В 1821 году Пушкин в своей записной книжке с сочувствием записывает чьи-то17 злорадно-торжествующие слова о близящемся падении абсолютистского режима в европейских государствах: «О... говорил в 1820 году: революция в Испании, революция в Италии, революция в Португалии, конституция здесь, конституция там... Господа цари, вы сделали глупость, свергнув с престола Наполеона!»18
В мае 1822 года Пушкин за столом у наместника Бессарабии Инзова, в присутствии его самого, не стесняясь, заявил: «прежде народы восставали один против другого, теперь король Неаполитанский воюет с народом, Гишпанский — тоже; нетрудно расчесть, чья сторона возьмет верх» 19.
Еще раньше, весной 1821 года, по поводу только что начавшегося греческого восстания Пушкин написал кому-то (по-видимому, декабристу В. Л. Давыдову) восторженное письмо, содержащее описание этих событий, которым он придавал громадное, общеевропейское значение. «Уведомляю тебя, — писал Пушкин, — о происшествиях, которые будут иметь следствия важные не только для нашего края, но и для всей Европы». Далее он говорит о «восторге духовенства и народа», о «прекрасных минутах Надежды и Свободы», о том, что «восторг умов дошел до высочайшей степени, все мысли устремлены к одному предмету — к независимости древнего отечества». «Первый шаг Александра Ипсиланти прекрасен и блистателен. Он счастливо начал — и, мертвый или победитель, отныне он принадлежит истории — 28 лет, оторванная рука, цель великодушная! — завидная участь», — восторгается Пушкин.
В письме к Вяземскому 1 сентября 1822 года Пушкин, намекая на близкую революцию и, как следствие ее, грядущую свободу печати и широкое развитие публицистики, пишет: «Пиши в тишине самовластья, образуй наш метафизический20 язык, зарожденный в твоих письмах — а там что бог даст. Люди, которые умеют читать и писать, скоро будут нужны в России...»
Однако волна революционных движений на Западе довольно скоро начала спадать.

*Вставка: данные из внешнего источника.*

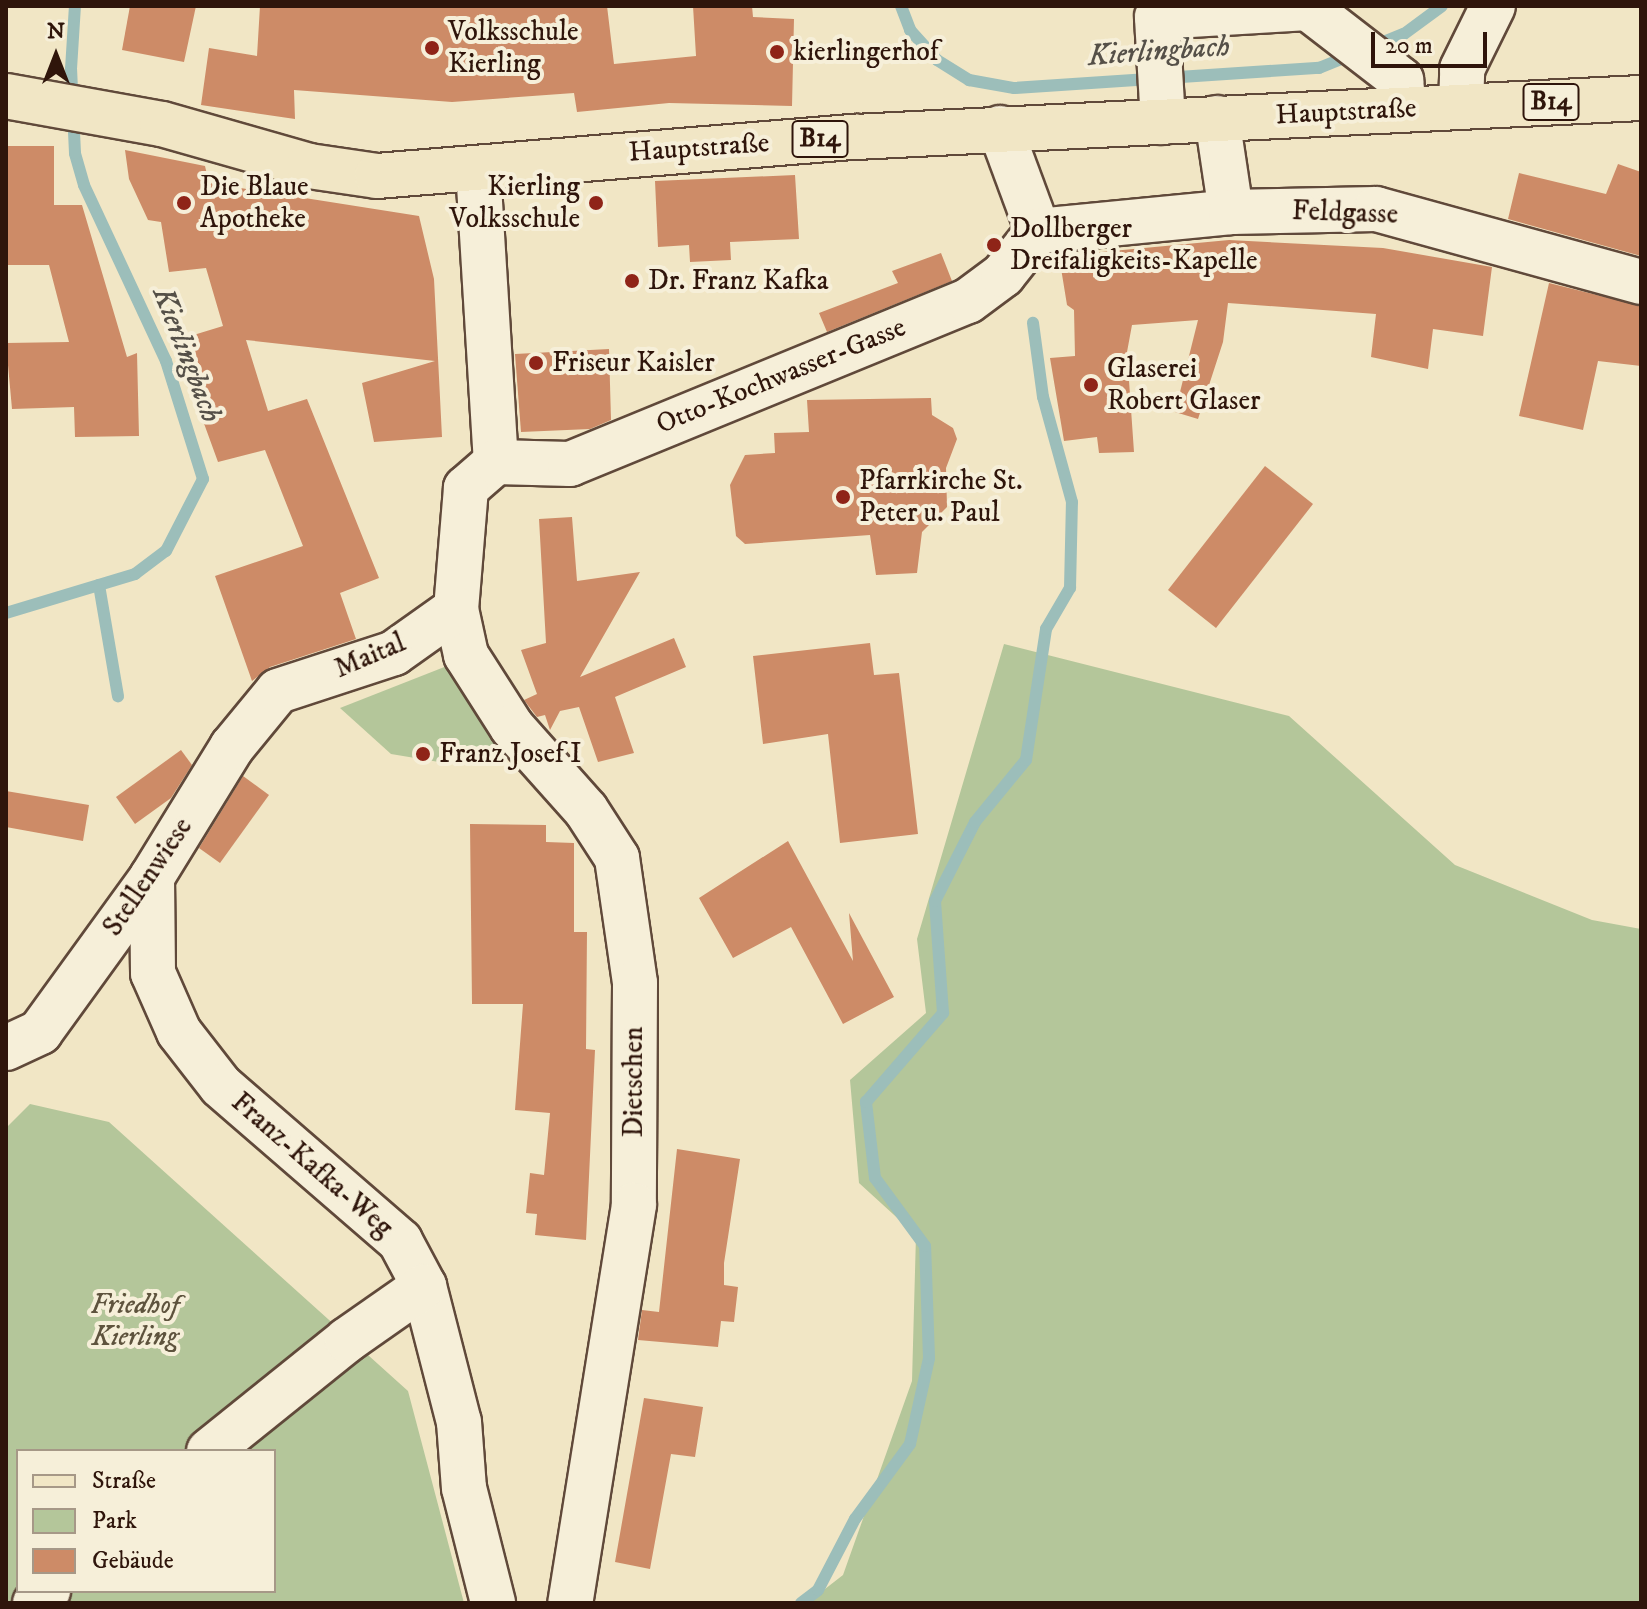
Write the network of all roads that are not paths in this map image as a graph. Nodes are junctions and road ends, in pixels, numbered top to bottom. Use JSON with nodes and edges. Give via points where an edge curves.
{"nodes":[{"id":1,"x":1493,"y":6,"type":"edge"},
{"id":2,"x":1641,"y":98,"type":"edge"},
{"id":3,"x":27,"y":99,"type":"edge"},
{"id":4,"x":1461,"y":106,"type":"junction"},
{"id":5,"x":1162,"y":107,"type":"junction"},
{"id":6,"x":1404,"y":109,"type":"junction"},
{"id":7,"x":1217,"y":118,"type":"junction"},
{"id":8,"x":1000,"y":128,"type":"junction"},
{"id":9,"x":478,"y":169,"type":"junction"},
{"id":10,"x":1231,"y":212,"type":"junction"},
{"id":11,"x":1038,"y":231,"type":"junction"},
{"id":12,"x":1641,"y":282,"type":"edge"},
{"id":13,"x":496,"y":462,"type":"junction"},
{"id":14,"x":456,"y":609,"type":"junction"},
{"id":15,"x":278,"y":691,"type":"joint"},
{"id":16,"x":152,"y":877,"type":"junction"},
{"id":17,"x":6,"y":1048,"type":"edge"},
{"id":18,"x":424,"y":1286,"type":"junction"},
{"id":19,"x":211,"y":1449,"type":"edge"},
{"id":20,"x":493,"y":1603,"type":"edge"},
{"id":21,"x":570,"y":1603,"type":"edge"}],
"edges":[{"from":1,"to":4,"type":"street","via":[[1462,69]]},
{"from":2,"to":4,"type":"main road","name":"Hauptstraße","number":"B14"},
{"from":3,"to":9,"type":"main road","name":"Hauptstraße","number":"B14","via":[[95,110],[322,168],[377,176]]},
{"from":4,"to":6,"type":"main road","name":"Hauptstraße","number":"B14"},
{"from":5,"to":6,"type":"street","via":[[1157,17],[1308,8],[1401,80]]},
{"from":5,"to":7,"type":"main road","name":"Hauptstraße","number":"B14"},
{"from":5,"to":8,"type":"main road","name":"Hauptstraße","number":"B14"},
{"from":6,"to":7,"type":"main road","name":"Hauptstraße","number":"B14"},
{"from":7,"to":10,"type":"street"},
{"from":8,"to":9,"type":"main road","name":"Hauptstraße","number":"B14"},
{"from":8,"to":11,"type":"street"},
{"from":9,"to":13,"type":"street"},
{"from":10,"to":11,"type":"street"},
{"from":10,"to":12,"type":"street","name":"Feldgasse","via":[[1401,214]]},
{"from":11,"to":13,"type":"street","name":"Otto-Kochwasser-Gasse","via":[[1003,275],[968,301],[570,464]]},
{"from":13,"to":14,"type":"street","name":"Dietschen","via":[[466,488]]},
{"from":14,"to":15,"type":"street","name":"Maital","via":[[394,653]]},
{"from":14,"to":21,"type":"street","name":"Dietschen","via":[[466,655],[512,727],[586,810],[617,858],[625,886],[635,983],[634,1205]]},
{"from":15,"to":16,"type":"street","name":"Stellenwiese","via":[[232,747]]},
{"from":16,"to":17,"type":"street","name":"Stellenwiese","via":[[40,1032]]},
{"from":16,"to":18,"type":"street","name":"Franz-Kafka-Weg","via":[[153,973],[179,1032],[221,1086],[400,1241]]},
{"from":18,"to":19,"type":"street","via":[[347,1340]]},
{"from":18,"to":20,"type":"street","name":"Franz-Kafka-Weg","via":[[459,1422],[464,1488]]}]}
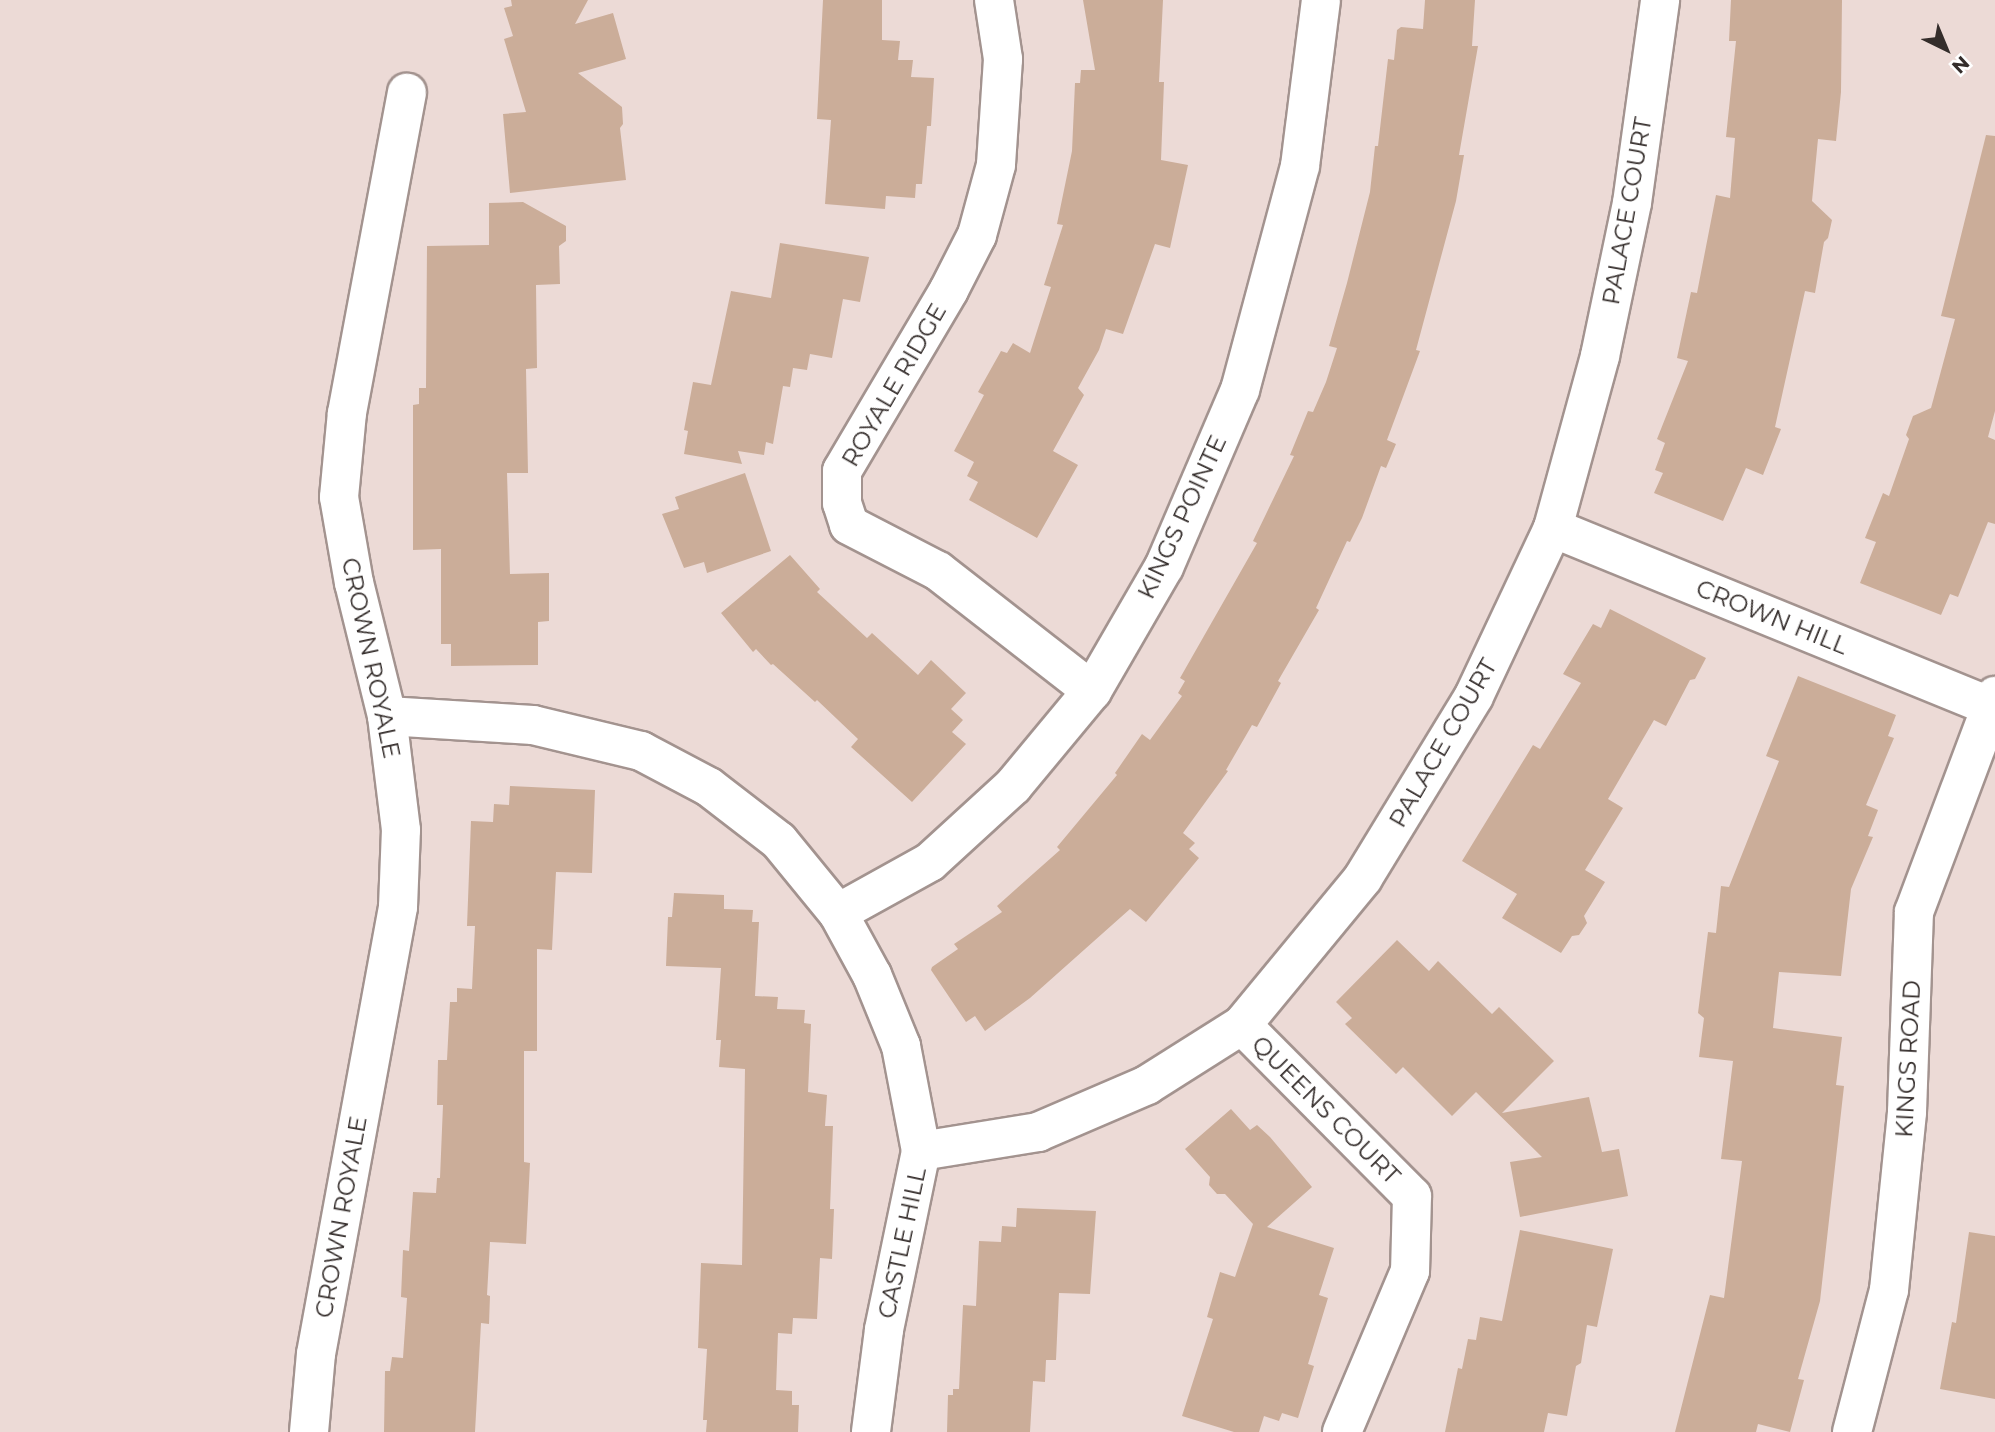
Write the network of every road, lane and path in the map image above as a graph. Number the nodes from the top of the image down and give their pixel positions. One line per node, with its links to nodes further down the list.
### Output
1 (994, 0): 6 (street, ROYALE RIDGE)
2 (1321, 0): 6 (street, KINGS POINTE)
3 (1660, 0): 5 (street, PALACE COURT)
4 (407, 93): 8 (street, CROWN ROYALE)
5 (1553, 528): 7 (street, CROWN HILL); 10 (street, PALACE COURT)
6 (1092, 691): 9 (street, KINGS POINTE)
7 (1992, 701): 15 (street, KINGS ROAD)
8 (387, 716): 9 (street, CASTLE HILL); 12 (street, CROWN ROYALE)
9 (838, 913): 11 (street, CASTLE HILL)
10 (1242, 1025): 11 (street, PALACE COURT); 14 (street, QUEENS COURT)
11 (921, 1151): 13 (street, CASTLE HILL)
12 (309, 1432)
13 (871, 1432)
14 (1342, 1432)
15 (1852, 1432)

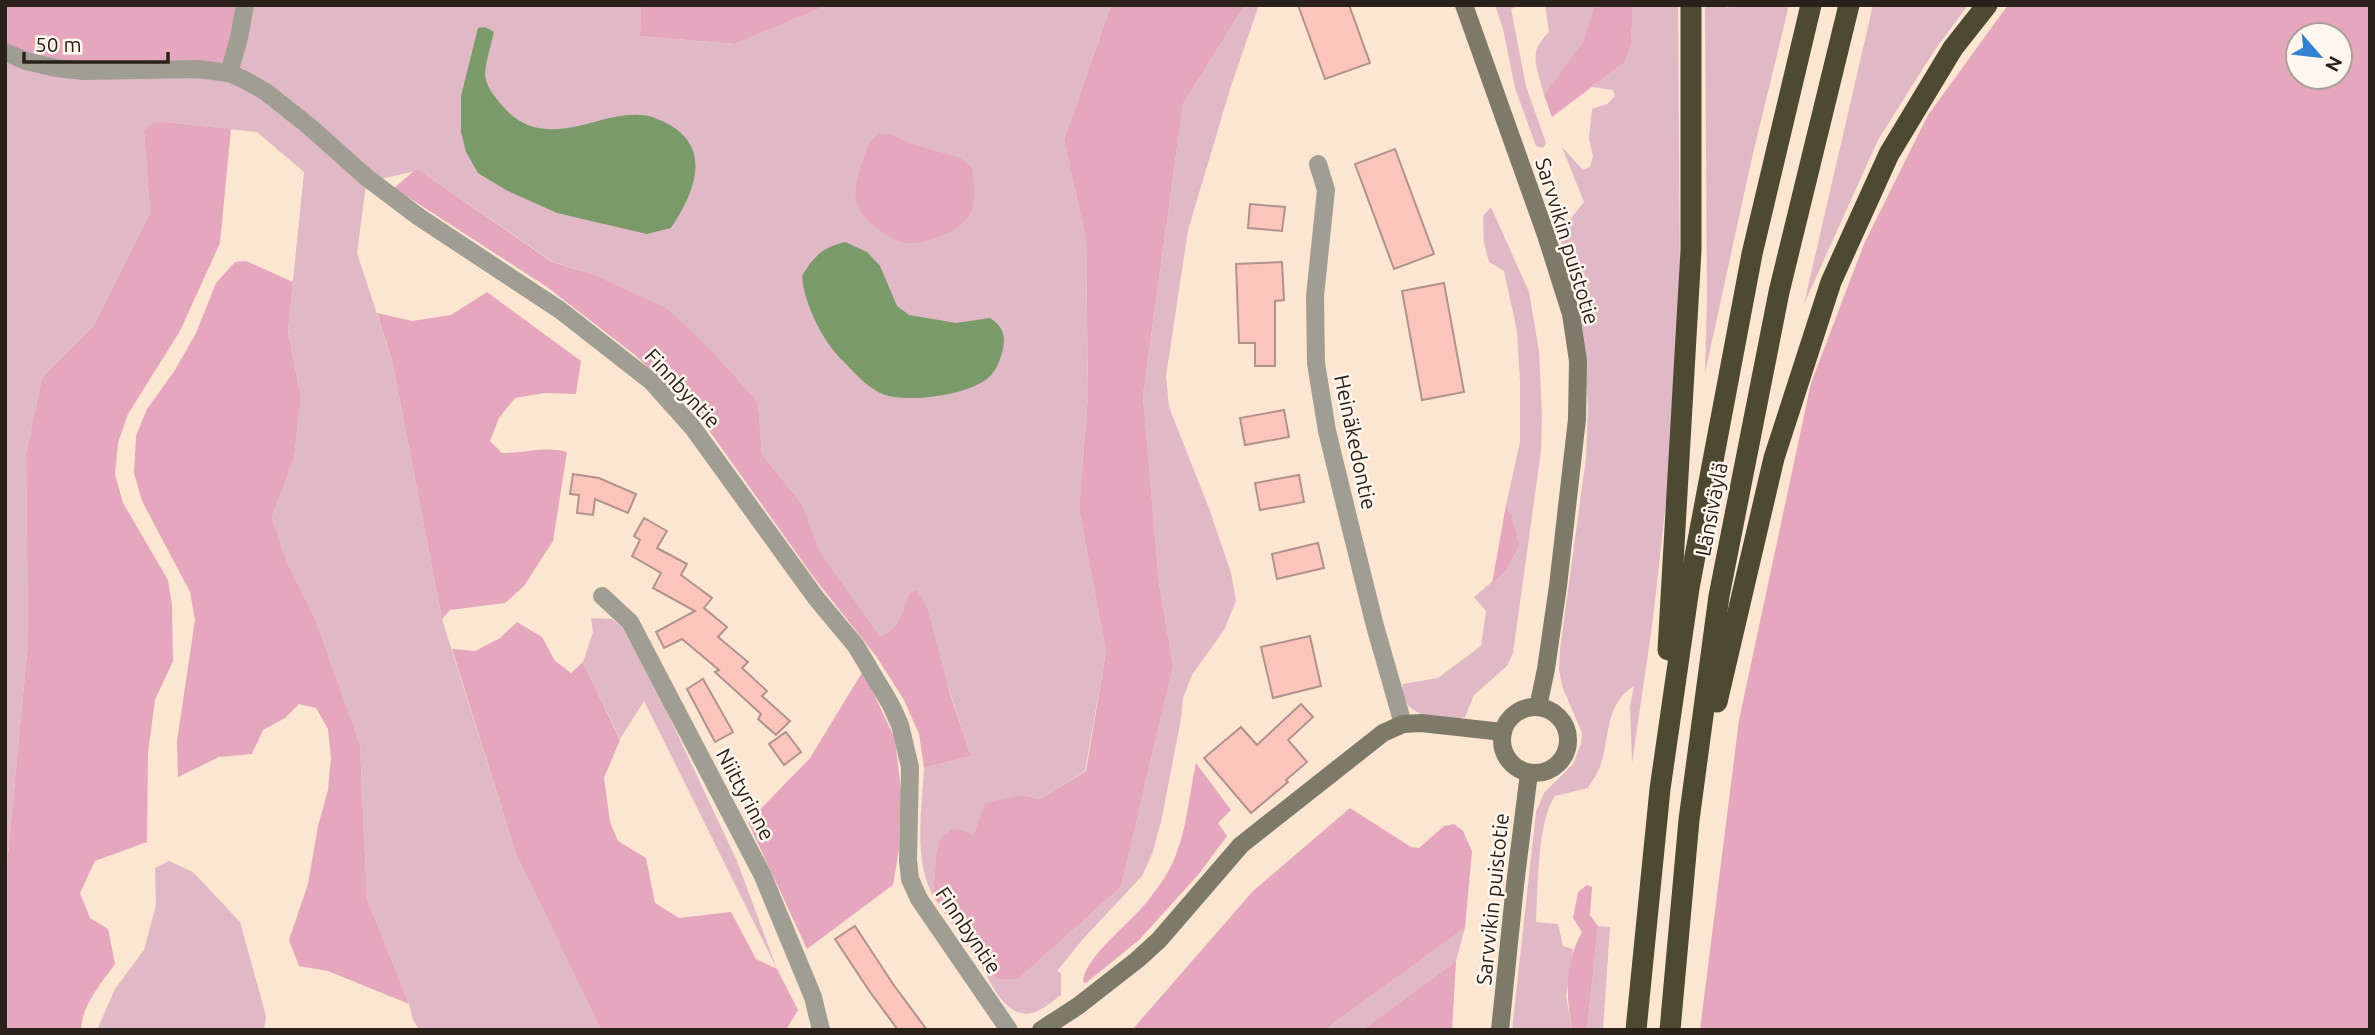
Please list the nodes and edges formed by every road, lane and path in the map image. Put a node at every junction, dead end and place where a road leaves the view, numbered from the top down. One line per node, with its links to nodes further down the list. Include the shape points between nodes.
1 (245, 5): 8 (street)
2 (1464, 5): 11 (main road, Sarvvikin puistotie, via 1546,235 1570,314 1578,361 1577,419 1558,586)
3 (1691, 5): 15 (highway, via 1691,250)
4 (1811, 5): 15 (highway, Länsiväylä, via 1752,254 1689,588)
5 (1849, 5): 16 (highway, Länsiväylä, via 1779,292 1718,596)
6 (1987, 5): 16 (highway, via 1954,48 1889,154 1831,282 1774,458)
7 (5, 52): 8 (street, Finnbyntie, via 26,61 84,71 198,69)
8 (229, 73): 18 (street, Finnbyntie, via 266,92 419,217 620,355 652,382 693,428 856,646 891,705 910,767 910,879)
9 (1318, 164): 12 (street, Heinäkedontie, via 1326,190 1315,296 1316,363 1327,431)
10 (602, 596): 17 (street, Niittyrinne, via 630,621 762,874 813,997)
11 (1538, 707): 13 (main road, via 1515,713); 14 (main road, via 1559,717 1568,738 1561,760 1552,768)
12 (1403, 724): 13 (main road); 19 (main road, via 1383,733 1241,845 1138,960)
13 (1503, 732): 14 (main road, via 1504,753 1519,769)
14 (1529, 772): 20 (main road, Sarvvikin puistotie)
15 (1660, 789): 21 (highway, Länsiväylä)
16 (1689, 820): 22 (highway, Länsiväylä)
17 (821, 1030)
18 (1009, 1030)
19 (1041, 1030)
20 (1500, 1030)
21 (1636, 1030)
22 (1670, 1030)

Организованные как военные заговоры, без широкого участия народа, восстания в Испании, в Неаполе, в Пьемонте были подавлены одно за другим. Конституции, вырванные у перепуганных в первый момент королей, были отменены победившей реакцией. Начались расправы с участниками восстаний. Греческое восстание против Турции после первых успехов зашло в тупик. После бегства Ипсиланти и гибели Владимиреско, предводителя демократической частя восстания, греки начали терпеть поражения... И у нас резко усилилась реакция. Был арестован Владимир Раевский, умно и осторожно ведший революционную пропаганду среди солдат. Несколько позже был смещен с поста командира дивизии бывший член «Союза благоденствия» генерал Михаил Орлов... Все эти события и на Западе и у нас почти не вызывали отклика в широких массах народа, так как само революционное движение было движением группы военных заговорщиков, совершенно не учитывавших настроение масс...
На Пушкина эти неудачи революции, казавшейся ему неизбежной и, несомненно, победоносной, произвели сильнейшее впечатление. Чем незыблемее у него была уверенность в успехе восстаний, в близком освобождении русского народа от гнета самодержавия и крепостного права, тем сильнее переживал он разочарование вследствие наступившей и все усиливающейся реакции.
Сначала Пушкин, видимо, не хотел верить, что поражения революционных вспышек на Западе носят серьезный, окончательный характер. Он все еще старался сохранить свою романтическую «беспечную веру»21 в то, что дело свободы скоро победит. В конце шутливого послания к декабристу В. Л. Давыдову он говорит о неудачах восстания в Неаполе:
...Но те22 в Неаполе шалят,
А та23 едва ли там воскреснет...
Народы тишины хотят,
И долго их ярем не треснет...
«Ужель надежды луч исчез?» — горько спрашивает поэт — и тут же решительно отбрасывает эти безнадежные мысли:
Но нет! — мы счастьем насладимся,
Кровавой чаши причастимся —
И я скажу: Христос воскрес 24.
Эти стихи, написанные весной 1822 года, были, кажется, последним выражением «вольнолюбивых надежд» романтика Пушкина. В стихах и письмах 1823 и 1824 годов прямо уже звучит отчаяние, охватившее Пушкина, видевшего воочию полное крушение этих надежд.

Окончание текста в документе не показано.